Лишь только тот возник перед его столиком, и Митя разглядел профиль индейца в перьях, трубку мира и надпись “The True American” на футболке, надетой под двубортный пиджак, Митя нарёк его Гайаватой, — и перешёл на верлибр.
— Будем пить, садись, не парься. Правды нет в ногах. А также нет её в вине, в ликёрах, в пиве нету. Только в водке есть немного правды… где-то…
Его словно прорвало, слова так и выскакивали, на лету выстаиваясь в нужном порядке. Гайавата хоть и пил предложенное, но на верлибр никак не реагировал.
— В промежутке между первой И второй бутылкой, в узкой Щелке между ними…
Гайавата отворачивался. Видимо, Митя не вызвал в нём симпатии. «Я ему не по душе, — решил Митя, — может, опять акцент?». Грузинский акцент, до сих пор выскакивающий из организма под напором алкогольных паров, подводил Митю с незнакомыми людьми. Он предпочитал не пить с незнакомыми: пугаются, всматриваются — тип с рязанской физиономией вдруг начинает не туда втыкать ударения, нормальные русские слова пускает танцевать лезгинку.
Но Мите не хотелось сегодня подстраиваться. Он разрешил себе сорваться. Хоп! — сорвался человек, летит, плодоножкой по́ ветру треплет. Решил побыть самим собой: делай что хочешь, заодно узнаешь, чего тебе хочется. Однако странное дело — для того, чтобы быть собой, недоставало подходящей компании: никак не удавалось измерить, стал ли он самим собой, или ещё нет.
— Наливай!
Гайавата разливал и отворачивался, по какой-то странной привычке приставляя к рюмке свой тёмный выпуклый ноготь. Митя смотрел в профиль вождя — точнее, в его ухо — с любопытством молодого путешественника, поборовшего приступы гадливости.
— Водка палёная, — сказал Гайавата грустно. — Не берёт ваще. Палёной водкой торгуют. Палёная. Сто пудов — палёная. Мудаки.
Стукнула входная дверь. Вошёл оскорблённый муж.
— Вернулся, — буркнул Гайавата.
Мужчина выглядел ещё более разгорячённым. Всего лишь несколько минут назад, громко осмеянный, он вывалился в сырой прямоугольник за распахнутой дверью — но вот он снова входил в заведение.

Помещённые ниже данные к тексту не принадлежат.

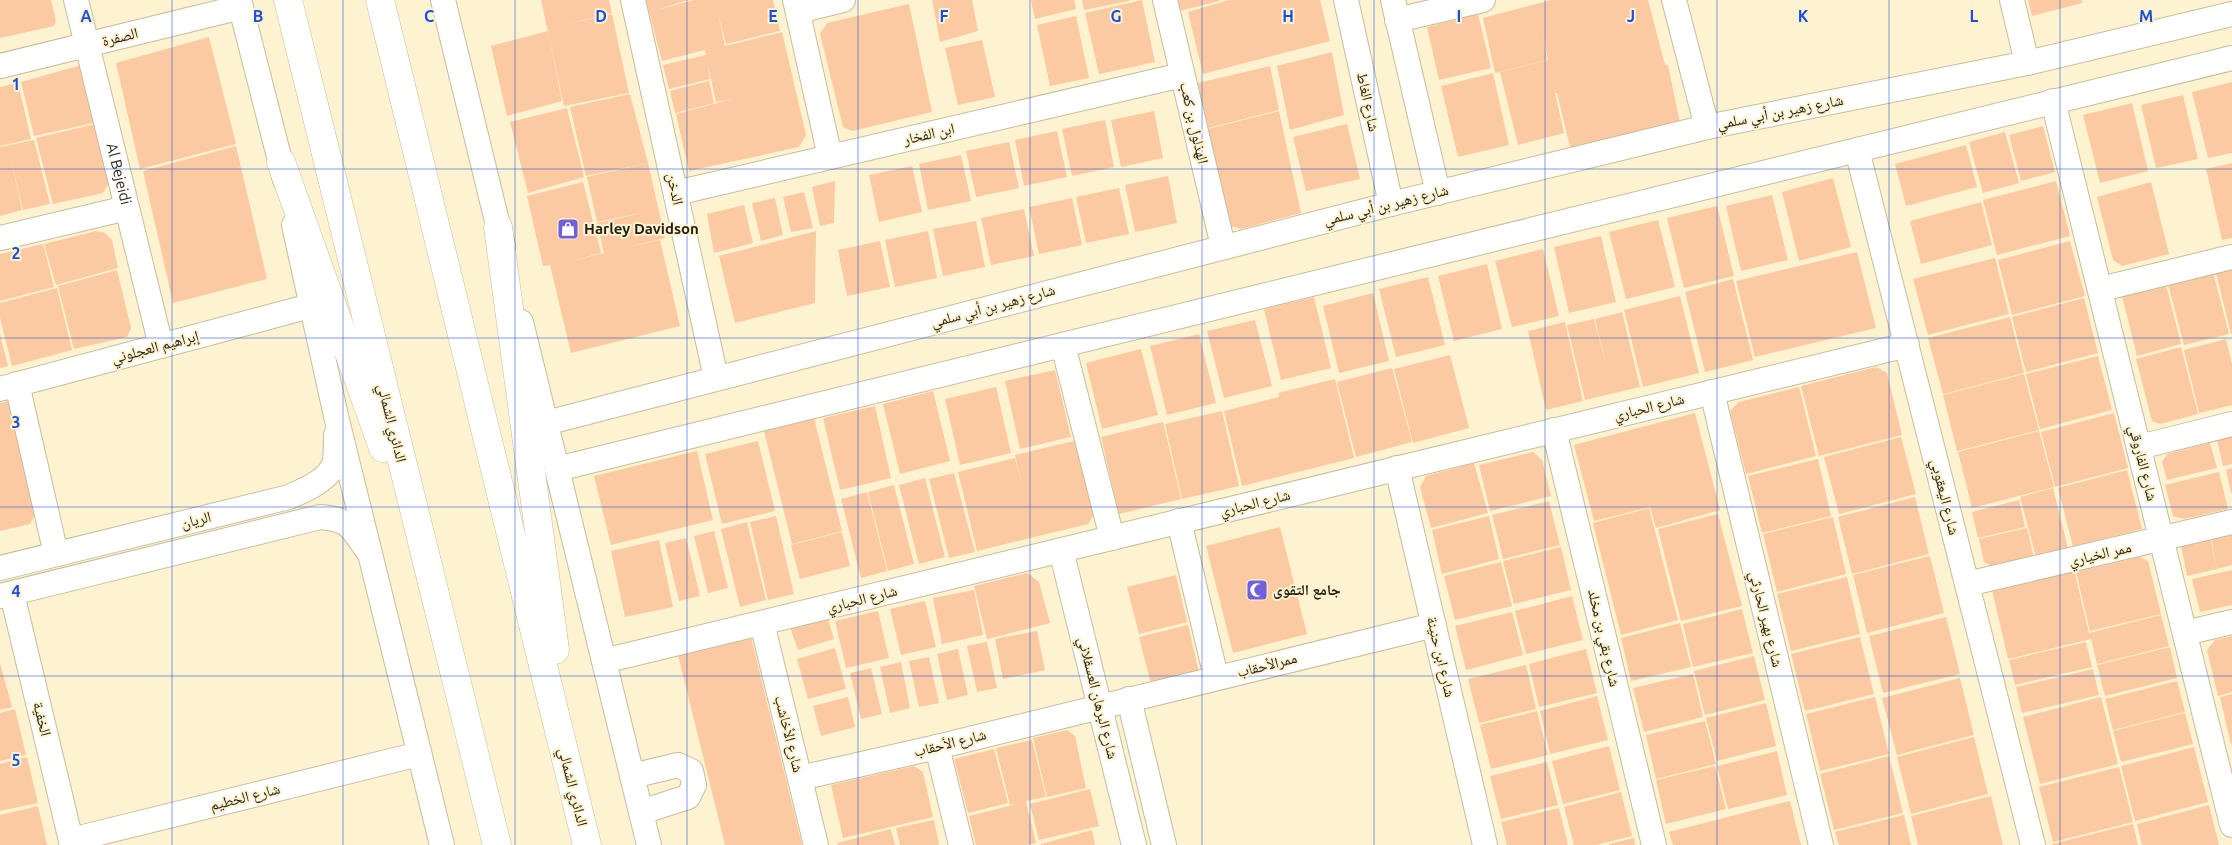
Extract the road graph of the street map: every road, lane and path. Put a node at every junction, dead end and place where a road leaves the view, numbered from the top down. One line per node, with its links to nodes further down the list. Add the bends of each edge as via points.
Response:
1 (76, 0): 16 (street, Al Bejeidi)
2 (288, 0): 60 (highway, الدائري الشمالي)
3 (380, 0): 75 (highway, الدائري الشمالي)
4 (443, 0): 30 (street)
5 (633, 0): 26 (street, الدخن)
6 (843, 0): 13 (street)
7 (1164, 0): 20 (street, الهذلول بن كعب)
8 (1346, 0): 28 (street, شارع الغاط)
9 (1483, 0): 14 (street)
10 (1674, 0): 22 (street)
11 (2012, 0): 18 (street)
12 (240, 4): 16 (street, الصفرة); 25 (street)
13 (796, 6): 24 (street)
14 (1395, 10): 27 (street)
15 (2232, 14): 18 (street, شارع زهير بن أبي سلمي)
16 (88, 45): 19 (street, الصفرة); 29 (street, Al Bejeidi)
17 (2232, 58): 21 (street)
18 (2027, 63): 22 (street, شارع زهير بن أبي سلمي)
19 (0, 66)
20 (1182, 75): 24 (street, ابن الفخار); 32 (street, الهذلول بن كعب)
21 (2053, 101): 23 (street); 34 (street, شارع الفاروقي)
22 (1707, 127): 27 (street, شارع زهير بن أبي سلمي)
23 (1857, 150): 36 (street, شارع اليعقوبي); 37 (street)
24 (830, 157): 26 (street, ابن الفخار)
25 (281, 162): 35 (street); 60 (highway)
26 (676, 192): 39 (street, الدخن)
27 (1438, 193): 28 (street, شارع زهير بن أبي سلمي)
28 (1391, 204): 32 (street, شارع زهير بن أبي سلمي)
29 (127, 208): 31 (street); 38 (street, Al Bejeidi)
30 (498, 226): 43 (street); 75 (highway)
31 (0, 238)
32 (1223, 246): 39 (street, شارع زهير بن أبي سلمي)
33 (2232, 257): 34 (street)
34 (2101, 289): 46 (street, شارع الفاروقي)
35 (310, 306): 38 (street, إبراهيم العجلوني); 42 (street)
36 (1907, 344): 41 (street, شارع الحباري); 59 (street, شارع اليعقوبي)
37 (1063, 345): 48 (street); 53 (street)
38 (161, 346): 40 (street, إبراهيم العجلوني)
39 (716, 378): 43 (street, شارع زهير بن أبي سلمي)
40 (8, 386): 56 (street)
41 (1712, 392): 45 (street, شارع الحباري); 89 (street, شارع بهير الحارثي)
42 (336, 416): 49 (street, الريان, via 335,462 329,472); 57 (street)
43 (546, 423): 48 (street)
44 (2232, 424): 46 (street)
45 (1554, 430): 47 (street, شارع الحباري); 88 (street, شارع بقي بن مخلد)
46 (2139, 447): 54 (street, شارع الفاروقي)
47 (1397, 468): 51 (street, شارع الحباري); 64 (street, شارع ابن حنينة)
48 (557, 469): 66 (street)
49 (305, 489): 50 (street); 56 (street, الريان, via 289,497)
50 (312, 519): 57 (street, الريان, via 336,518 351,526); 61 (street, الريان)
51 (1179, 521): 53 (street, شارع الحباري); 67 (street)
52 (2232, 522): 54 (street, ممر الخياري)
53 (1112, 538): 55 (street, شارع الحباري)
54 (2162, 540): 59 (street, ممر الخياري); 65 (street, شارع الفاروقي)
55 (1061, 550): 63 (street, شارع الحباري); 69 (street, شارع البرهان العسقلاني)
56 (56, 554): 58 (street, الريان)
57 (373, 559): 71 (street)
58 (0, 568)
59 (1967, 584): 90 (street, شارع اليعقوبي)
60 (434, 592): 80 (highway, الدائري الشمالي)
61 (6, 595): 78 (street, الخفية)
62 (2232, 622): 65 (street)
63 (762, 623): 66 (street, شارع الحباري); 74 (street, شارع الأخاشب)
64 (1434, 625): 67 (street, ممرالأحقاب); 87 (street, شارع ابن حنينة)
65 (2185, 634): 72 (street, شارع الفاروقي)
66 (604, 661): 73 (street)
67 (1216, 677): 68 (street, ممرالأحقاب)
68 (1128, 699): 69 (street, ممرالأحقاب); 86 (street)
69 (1100, 706): 70 (street, شارع الأحقاب); 85 (street, شارع البرهان العسقلاني)
70 (937, 747): 74 (street, شارع الأحقاب); 84 (street)
71 (419, 754): 78 (street, شارع الخطيم); 79 (street)
72 (2225, 767): 77 (street, شارع الفاروقي)
73 (632, 776): 76 (street); 76 (street, via 678,765 691,771 694,785 688,797)
74 (800, 778): 83 (street, شارع الأخاشب)
75 (574, 790): 81 (highway, الدائري الشمالي)
76 (641, 812): 82 (street)
77 (2232, 825)
78 (72, 843)
79 (442, 845)
80 (497, 845)
81 (587, 845)
82 (649, 845)
83 (816, 845)
84 (962, 845)
85 (1134, 845)
86 (1164, 845)
87 (1485, 845)
88 (1654, 845)
89 (1821, 845)
90 (2033, 845)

Крупное его тело опасно пружинило.
Вчера его жена сидела здесь с любовником, другом бармена, и сегодня он желает знать, где живёт друг бармена — или чтобы ему набрали номер телефона, по которому он сможет услышать свою возлюбленную супругу, свою суку ненаглядную.
— Знай же, друг мой краснокожий, — говорил Митя, растерянно отводя глаза. — Всё дерьмово в этом мире. Всё дерьмово, кроме… кроме…
Митя сбился.
Тем временем муж подошёл к стойке и, прыгнув на неё грудью, попытался изловить бармена за ворот. Бармен отпрянул и, влетев спиной в стенку со спиртным, зажмурился, ожидая, что сверху сейчас посыплются бутылки. Но бутылки отзвенели и замерли на зеркальных полках — и, хмыкнув, бармен сказал сползающему со стойки мужу, чтобы тот больше так не прыгал, а то рогами разобьёт что-нибудь.
Бар как театральный зал синхронно улыбнулся и скрипнул стульями.
Муж выхватил откуда-то горсть цветных соломок и со стоном швырнул ими в обидчика.
— Наливай, о вождь, палёной! — скомандовал Митя, вдруг уловив, что он совершенно, совершенно трезв.
«Сорвался, — подумал о себе с желчью, и с завистью посмотрел на неистового мужа. — Вот он — сорвался. А ты… так, шмякнулся».
— Пей, налито, — отмахнулся Гайавата, увлечённый развернувшимся зрелищем.
Из служебных помещений уже торопились люди, кричали грозно.
— Ты чё, в натуре, понты тут колотишь, а?!
— Олень позорный, в лес, бегом в лес!